While undertaking study and excavations with Filippo Brunelleschi in Rome (1404–1407), work that gained the two men the reputation of treasure seekers, Donatello made a living by working at goldsmiths' shops. Their Roman sojourn was decisive for the entire development of Italian art in the 15th century, for it was during this period that Brunelleschi undertook his measurements of the Pantheon dome and of other Roman buildings. Brunelleschi's buildings and Donatello's sculptures are both considered supreme expressions of the spirit of this era in architecture and sculpture, and they exercised a potent influence upon the painters of the age.

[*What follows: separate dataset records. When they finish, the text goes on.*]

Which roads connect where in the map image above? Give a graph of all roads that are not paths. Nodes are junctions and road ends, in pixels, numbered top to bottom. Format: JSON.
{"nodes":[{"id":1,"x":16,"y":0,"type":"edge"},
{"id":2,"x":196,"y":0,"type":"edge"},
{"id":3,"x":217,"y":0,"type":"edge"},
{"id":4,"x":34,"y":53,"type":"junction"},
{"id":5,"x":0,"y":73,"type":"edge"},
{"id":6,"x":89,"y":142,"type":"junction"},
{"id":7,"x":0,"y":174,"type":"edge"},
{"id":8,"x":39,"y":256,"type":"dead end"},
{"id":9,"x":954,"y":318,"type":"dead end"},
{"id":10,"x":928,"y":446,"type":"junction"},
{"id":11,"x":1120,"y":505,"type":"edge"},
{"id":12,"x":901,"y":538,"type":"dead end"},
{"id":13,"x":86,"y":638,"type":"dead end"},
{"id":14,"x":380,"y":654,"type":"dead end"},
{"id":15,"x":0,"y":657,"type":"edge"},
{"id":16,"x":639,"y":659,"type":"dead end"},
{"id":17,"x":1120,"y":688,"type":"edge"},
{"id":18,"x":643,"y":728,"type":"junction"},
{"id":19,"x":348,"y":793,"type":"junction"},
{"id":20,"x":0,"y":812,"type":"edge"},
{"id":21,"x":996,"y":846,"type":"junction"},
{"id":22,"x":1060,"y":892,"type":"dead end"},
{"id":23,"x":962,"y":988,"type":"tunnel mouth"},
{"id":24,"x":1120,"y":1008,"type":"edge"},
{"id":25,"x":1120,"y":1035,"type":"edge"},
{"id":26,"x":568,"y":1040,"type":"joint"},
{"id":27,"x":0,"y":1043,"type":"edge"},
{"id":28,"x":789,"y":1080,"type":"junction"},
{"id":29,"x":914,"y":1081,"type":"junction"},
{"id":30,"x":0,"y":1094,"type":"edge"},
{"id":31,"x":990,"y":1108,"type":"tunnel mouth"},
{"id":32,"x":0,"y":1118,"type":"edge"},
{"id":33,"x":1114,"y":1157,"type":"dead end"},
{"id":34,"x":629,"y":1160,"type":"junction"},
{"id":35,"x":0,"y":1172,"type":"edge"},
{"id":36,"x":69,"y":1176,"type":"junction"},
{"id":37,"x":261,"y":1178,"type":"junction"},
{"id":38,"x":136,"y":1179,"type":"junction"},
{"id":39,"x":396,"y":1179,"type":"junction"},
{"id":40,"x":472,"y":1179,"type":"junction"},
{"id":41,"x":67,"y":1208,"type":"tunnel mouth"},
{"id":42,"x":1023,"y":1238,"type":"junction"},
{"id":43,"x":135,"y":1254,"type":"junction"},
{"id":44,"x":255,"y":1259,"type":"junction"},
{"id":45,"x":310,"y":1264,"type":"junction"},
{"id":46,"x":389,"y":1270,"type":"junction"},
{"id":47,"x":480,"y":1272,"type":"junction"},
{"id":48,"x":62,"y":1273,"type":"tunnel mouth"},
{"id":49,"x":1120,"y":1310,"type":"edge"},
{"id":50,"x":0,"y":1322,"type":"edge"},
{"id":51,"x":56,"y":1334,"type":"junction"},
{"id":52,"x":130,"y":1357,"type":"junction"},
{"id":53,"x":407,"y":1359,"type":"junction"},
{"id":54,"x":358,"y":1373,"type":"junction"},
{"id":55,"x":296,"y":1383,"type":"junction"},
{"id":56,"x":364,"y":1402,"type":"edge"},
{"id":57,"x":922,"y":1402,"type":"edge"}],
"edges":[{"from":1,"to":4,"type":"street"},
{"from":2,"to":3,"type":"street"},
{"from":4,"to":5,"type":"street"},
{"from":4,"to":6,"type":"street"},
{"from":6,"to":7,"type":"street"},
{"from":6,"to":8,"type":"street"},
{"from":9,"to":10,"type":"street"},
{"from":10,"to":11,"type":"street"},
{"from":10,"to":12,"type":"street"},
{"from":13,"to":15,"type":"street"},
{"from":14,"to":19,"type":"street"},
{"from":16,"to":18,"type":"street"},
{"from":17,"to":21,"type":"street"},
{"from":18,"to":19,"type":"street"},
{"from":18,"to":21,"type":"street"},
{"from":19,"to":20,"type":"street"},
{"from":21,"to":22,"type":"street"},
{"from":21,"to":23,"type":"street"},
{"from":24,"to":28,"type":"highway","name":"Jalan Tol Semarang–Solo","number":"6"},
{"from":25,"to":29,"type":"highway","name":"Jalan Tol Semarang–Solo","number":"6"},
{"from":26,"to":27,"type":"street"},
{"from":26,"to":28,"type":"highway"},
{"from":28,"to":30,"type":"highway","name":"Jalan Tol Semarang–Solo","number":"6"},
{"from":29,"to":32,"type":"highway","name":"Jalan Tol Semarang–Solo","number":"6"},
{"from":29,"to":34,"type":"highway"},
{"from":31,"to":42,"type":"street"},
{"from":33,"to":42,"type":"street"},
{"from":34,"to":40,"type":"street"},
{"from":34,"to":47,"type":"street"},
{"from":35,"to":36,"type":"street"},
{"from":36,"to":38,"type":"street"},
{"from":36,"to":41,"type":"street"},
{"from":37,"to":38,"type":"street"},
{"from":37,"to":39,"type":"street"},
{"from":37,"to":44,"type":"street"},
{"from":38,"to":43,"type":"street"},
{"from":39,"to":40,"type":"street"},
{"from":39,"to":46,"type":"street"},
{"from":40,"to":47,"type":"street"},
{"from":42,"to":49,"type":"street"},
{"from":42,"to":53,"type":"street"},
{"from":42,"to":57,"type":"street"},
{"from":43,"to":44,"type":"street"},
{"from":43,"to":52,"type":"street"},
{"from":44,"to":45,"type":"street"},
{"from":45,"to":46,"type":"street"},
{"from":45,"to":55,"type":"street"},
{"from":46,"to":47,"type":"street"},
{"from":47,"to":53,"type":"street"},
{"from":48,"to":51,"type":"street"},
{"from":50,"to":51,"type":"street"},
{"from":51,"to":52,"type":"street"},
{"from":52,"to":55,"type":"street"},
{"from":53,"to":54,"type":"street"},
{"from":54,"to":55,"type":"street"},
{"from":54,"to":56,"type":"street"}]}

According to historians such as Paul Strathern, Donatello made no secret of his homosexuality, and his behaviour was tolerated by his friends.[2] However, little detail is known with certainty about his private life, and no mention of his sexuality has been found in the Florentine archives[3] which during his lifetime are very incomplete.[4]

Work in Florence

In Florence, Donatello assisted Lorenzo Ghiberti with the statues of prophets for the north door of the Florence Baptistery, for which he received payment in November 1406 and early 1408. In 1409–1411 he executed the colossal seated figure of Saint John the Evangelist, which until 1588 occupied a niche of the old cathedral facade, and is now placed in a dark chapel of the Duomo. This work marks a decisive step forward from late Gothic Mannerism in the search for naturalism and the rendering of human feelings.[5] The face, the shoulders and the bust are still idealized, while the hands and the fold of cloth over the legs are more realistic.